Да, я это видел. И ещё я видел чёрного кота, сидящего напротив метрах в двадцати. А потом всё внезапно исчезло, и из-за привычных развалин показались редкие цепи гастов, тупо бредущих в очередную бессмысленную атаку. Но кот продолжал сидеть на том же самом месте.
— Кис-кис-кис, — позвал его я. — Иди сюда, здесь сейчас будет жарко.
Кот мяукнул и в три-четыре прыжка оказался рядом со мной.
— Работаем, господа, — сказал я, впрочем, в этом не было необходимости — все уже давно заняли свои места. С оружием в руках мы все и каждый из нас преграждали гастам путь к счастью. Во имя Милосердного и Всемилостивейшего.
6
Иван сидел в камере и от нечего делать разглядывал стены. «Умираю, но не сдаюсь» он увидеть и не надеялся, потому что обитателями сего обезьянника были не суровые партизаны, а обычные бомжи, алкоголики и, иногда, залётные бляди. Но пара строк вдруг привлекла его внимание. На стене было написано печатными буквами гелиевой ручкой: «Ночной сам знает дорогу. Не мешай ему». Кто мог написать это и с какой целью? Или это одно из тех совпадений и нелепиц, которые преследовали его в последнее время? Он не знал.

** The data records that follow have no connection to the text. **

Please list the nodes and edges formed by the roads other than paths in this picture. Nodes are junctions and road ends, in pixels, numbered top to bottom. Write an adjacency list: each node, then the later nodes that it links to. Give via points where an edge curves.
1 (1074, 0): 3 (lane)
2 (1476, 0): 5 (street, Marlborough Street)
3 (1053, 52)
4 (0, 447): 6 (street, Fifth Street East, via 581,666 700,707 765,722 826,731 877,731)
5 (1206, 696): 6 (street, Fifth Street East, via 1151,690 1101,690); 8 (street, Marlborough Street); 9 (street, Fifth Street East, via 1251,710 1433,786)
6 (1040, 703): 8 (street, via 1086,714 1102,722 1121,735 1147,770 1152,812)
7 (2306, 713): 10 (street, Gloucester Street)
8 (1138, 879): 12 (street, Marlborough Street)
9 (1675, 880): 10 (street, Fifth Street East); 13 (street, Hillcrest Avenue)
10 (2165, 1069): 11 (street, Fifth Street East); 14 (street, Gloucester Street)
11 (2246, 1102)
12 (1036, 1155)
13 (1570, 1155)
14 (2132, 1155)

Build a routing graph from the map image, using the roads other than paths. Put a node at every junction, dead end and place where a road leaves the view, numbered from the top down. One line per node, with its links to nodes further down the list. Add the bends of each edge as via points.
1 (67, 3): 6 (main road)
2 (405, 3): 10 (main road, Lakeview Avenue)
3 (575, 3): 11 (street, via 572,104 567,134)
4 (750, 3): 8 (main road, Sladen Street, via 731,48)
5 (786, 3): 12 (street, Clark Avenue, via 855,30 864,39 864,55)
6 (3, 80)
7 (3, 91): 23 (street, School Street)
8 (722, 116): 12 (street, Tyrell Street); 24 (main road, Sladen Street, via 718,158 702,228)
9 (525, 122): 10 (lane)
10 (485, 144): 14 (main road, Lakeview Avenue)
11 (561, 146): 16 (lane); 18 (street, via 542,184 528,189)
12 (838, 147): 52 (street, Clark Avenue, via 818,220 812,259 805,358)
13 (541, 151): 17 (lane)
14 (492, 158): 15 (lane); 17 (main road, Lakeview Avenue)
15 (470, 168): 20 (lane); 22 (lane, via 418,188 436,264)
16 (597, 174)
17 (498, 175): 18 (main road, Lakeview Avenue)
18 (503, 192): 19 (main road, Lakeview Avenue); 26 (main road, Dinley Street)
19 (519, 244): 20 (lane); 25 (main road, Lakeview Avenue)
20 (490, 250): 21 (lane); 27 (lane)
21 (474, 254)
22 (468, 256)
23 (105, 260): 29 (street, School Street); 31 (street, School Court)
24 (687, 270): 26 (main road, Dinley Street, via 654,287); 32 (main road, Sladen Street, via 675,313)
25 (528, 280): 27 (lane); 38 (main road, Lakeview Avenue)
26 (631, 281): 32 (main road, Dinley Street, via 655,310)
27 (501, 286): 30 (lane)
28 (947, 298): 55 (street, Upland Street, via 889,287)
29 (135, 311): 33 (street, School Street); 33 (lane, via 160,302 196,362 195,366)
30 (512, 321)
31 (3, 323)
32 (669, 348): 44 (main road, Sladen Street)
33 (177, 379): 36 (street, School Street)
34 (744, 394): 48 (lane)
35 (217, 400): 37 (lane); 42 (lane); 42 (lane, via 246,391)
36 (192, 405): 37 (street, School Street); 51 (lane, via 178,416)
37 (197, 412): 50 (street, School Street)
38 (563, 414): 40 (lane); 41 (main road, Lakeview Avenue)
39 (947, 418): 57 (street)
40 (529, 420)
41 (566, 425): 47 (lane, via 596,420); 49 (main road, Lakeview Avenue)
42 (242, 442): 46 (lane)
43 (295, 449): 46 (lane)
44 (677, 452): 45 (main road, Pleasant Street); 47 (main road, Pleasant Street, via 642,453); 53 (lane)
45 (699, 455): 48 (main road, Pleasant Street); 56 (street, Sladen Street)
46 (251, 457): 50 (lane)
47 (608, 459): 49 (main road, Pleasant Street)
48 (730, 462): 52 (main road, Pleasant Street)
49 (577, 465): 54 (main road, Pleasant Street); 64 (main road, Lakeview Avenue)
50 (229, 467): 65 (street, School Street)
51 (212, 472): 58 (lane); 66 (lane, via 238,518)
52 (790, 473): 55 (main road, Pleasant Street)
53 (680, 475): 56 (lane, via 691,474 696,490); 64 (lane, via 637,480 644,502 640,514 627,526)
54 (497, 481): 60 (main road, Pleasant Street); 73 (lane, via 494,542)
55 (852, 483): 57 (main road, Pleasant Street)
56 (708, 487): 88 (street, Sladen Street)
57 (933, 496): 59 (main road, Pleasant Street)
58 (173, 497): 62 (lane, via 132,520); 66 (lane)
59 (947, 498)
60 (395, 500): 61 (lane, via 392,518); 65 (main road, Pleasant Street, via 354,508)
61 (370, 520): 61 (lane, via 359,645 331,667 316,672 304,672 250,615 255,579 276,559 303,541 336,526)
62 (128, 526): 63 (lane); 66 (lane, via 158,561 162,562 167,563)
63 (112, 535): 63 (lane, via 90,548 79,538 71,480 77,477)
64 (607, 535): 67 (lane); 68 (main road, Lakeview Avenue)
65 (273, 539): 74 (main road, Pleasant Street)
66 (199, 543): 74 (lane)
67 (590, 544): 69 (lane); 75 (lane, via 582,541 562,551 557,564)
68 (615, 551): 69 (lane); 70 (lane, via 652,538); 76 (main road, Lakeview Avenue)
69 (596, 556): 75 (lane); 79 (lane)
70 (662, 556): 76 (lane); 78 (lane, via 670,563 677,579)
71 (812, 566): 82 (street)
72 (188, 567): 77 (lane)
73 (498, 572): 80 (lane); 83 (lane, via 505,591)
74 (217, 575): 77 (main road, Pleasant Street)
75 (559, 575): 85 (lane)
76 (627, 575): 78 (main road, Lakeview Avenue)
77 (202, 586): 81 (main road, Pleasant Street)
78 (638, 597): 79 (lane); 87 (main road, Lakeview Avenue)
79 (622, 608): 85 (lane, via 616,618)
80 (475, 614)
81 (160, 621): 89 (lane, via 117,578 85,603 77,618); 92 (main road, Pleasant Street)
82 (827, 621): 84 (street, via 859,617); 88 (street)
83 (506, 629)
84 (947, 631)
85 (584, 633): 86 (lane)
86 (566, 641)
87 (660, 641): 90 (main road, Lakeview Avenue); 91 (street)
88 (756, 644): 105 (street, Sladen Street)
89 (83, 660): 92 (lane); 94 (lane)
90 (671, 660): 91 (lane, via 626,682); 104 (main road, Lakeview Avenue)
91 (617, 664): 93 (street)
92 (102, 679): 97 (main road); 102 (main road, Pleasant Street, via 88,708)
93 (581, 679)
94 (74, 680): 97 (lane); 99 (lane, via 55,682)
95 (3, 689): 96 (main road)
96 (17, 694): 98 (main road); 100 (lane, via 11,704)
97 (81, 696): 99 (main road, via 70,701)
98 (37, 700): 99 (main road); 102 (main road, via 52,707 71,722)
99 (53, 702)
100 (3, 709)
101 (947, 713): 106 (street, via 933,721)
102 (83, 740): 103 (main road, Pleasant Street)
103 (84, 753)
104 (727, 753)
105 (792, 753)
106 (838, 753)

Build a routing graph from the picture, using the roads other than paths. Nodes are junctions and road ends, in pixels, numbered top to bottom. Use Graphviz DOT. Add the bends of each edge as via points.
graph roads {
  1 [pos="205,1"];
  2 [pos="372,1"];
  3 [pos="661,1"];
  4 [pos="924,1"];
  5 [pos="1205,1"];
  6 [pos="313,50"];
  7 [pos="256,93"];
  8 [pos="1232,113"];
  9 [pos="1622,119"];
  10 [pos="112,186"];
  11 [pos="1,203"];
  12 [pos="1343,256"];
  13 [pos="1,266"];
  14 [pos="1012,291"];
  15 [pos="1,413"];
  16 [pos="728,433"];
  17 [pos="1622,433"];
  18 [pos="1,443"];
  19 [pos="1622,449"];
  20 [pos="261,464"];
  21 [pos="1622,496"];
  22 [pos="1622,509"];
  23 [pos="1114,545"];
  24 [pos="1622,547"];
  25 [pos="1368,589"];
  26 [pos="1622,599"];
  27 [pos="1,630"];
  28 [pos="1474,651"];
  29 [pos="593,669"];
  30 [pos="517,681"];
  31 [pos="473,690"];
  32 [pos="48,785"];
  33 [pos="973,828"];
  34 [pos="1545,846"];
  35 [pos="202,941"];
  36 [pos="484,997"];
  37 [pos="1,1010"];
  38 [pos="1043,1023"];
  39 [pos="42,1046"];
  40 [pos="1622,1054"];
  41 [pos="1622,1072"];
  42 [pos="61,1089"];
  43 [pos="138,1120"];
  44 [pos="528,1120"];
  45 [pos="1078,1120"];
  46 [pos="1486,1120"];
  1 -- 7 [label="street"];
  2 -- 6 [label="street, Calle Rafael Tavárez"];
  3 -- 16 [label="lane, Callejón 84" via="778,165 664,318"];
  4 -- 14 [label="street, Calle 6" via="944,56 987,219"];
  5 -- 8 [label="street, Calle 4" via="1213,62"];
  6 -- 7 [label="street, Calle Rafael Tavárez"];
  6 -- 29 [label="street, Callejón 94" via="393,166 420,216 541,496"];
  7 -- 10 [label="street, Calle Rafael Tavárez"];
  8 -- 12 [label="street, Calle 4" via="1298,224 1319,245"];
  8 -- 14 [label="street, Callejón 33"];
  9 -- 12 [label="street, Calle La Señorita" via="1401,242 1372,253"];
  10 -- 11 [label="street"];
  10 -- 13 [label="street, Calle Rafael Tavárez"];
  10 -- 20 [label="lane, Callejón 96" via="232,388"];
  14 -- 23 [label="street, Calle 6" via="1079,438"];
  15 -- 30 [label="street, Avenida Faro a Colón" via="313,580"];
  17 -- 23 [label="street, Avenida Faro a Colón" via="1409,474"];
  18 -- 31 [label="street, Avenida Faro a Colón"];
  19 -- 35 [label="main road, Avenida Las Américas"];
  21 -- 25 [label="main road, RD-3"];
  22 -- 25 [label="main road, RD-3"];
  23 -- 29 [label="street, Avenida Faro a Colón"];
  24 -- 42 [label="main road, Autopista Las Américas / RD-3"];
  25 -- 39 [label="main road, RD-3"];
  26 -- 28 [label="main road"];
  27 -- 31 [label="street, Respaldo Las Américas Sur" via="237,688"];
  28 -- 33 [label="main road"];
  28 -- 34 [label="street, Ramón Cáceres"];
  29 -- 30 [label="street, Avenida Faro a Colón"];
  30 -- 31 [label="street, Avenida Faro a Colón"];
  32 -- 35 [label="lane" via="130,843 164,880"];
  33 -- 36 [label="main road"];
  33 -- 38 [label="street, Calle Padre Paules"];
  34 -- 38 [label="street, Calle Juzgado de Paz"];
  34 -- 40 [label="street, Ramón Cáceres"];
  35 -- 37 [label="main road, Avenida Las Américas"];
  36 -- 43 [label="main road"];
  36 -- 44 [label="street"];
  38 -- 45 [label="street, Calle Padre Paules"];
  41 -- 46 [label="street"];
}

Зато он точно знал, что не насиловал Дашу — это было немыслимо и не обсуждалось, но ему приходилось сидеть в реальной тюремной камере за то, что он не мог бы сделать в принципе. И тут эта надпись — «Ночной». И страх офицера полиции. И Даша, строчащая заявление на него, кого она пригласила к себе домой сама, которому клялась в любви до гроба.
Что-то происходило вокруг него, что-то, связанное с его безобидной игрушкой — его Ночным Котом, сделанным им в свободное время едва ли не на коленке. Впрочем, сам он знал цену своему котику — это действительно был прорыв и в дизайне псевдоморфов, и в софте, и, он был уверен в этом, в техническом исполнении его проекта. Но главное всё-таки — это дизайн. Вот как было в истории военной техники, когда едва ли не самоучка вдруг открывает простой и эффективный способ вылепить из хорошо всем известных идей и деталей нечто потрясающее, вроде Т-34 или автомата Калашникова. А все остальные только разводят руками и чешут в недоумении репу, как это только не пришло им в голову самим, ведь всё тут очевидно, просто и понятно. Тот же Т-34: подвеска Кристи, известна сто как лет в обед, наклонная броня — известна, дизель от бомбардировщика, пушка — перепев всё той же классической трёхдюймовки. Но нужен гений конструктора, чтобы сказать: «Брони будет больше, но мощности движка хватит, если мы откажемся от колёсного хода». И хватило и брони, и мощи, чтобы тридцатьчетвёрки перестали бояться не только грязи, но противотанковых штатных средств вермахта.
Интуитивно он понимал, что сделал примерно то же самое с дизайном псевдоморфов — ввёл блок принятия рискованных решений и дополнил его глазными супер-сенсорами от Никона. Без риска нет агрессии, без агрессии нет победы. Он так думал, потому что сам практически никогда не рисковал в своей жизни, и считал это своим самым крупным недостатком. А толку-то… Всё равно рано или поздно наступает момент, когда ты сидишь за решёткой и читаешь загадочные надписи на стене, густо покрашенной масляной краской зелёного цвета во много слоёв.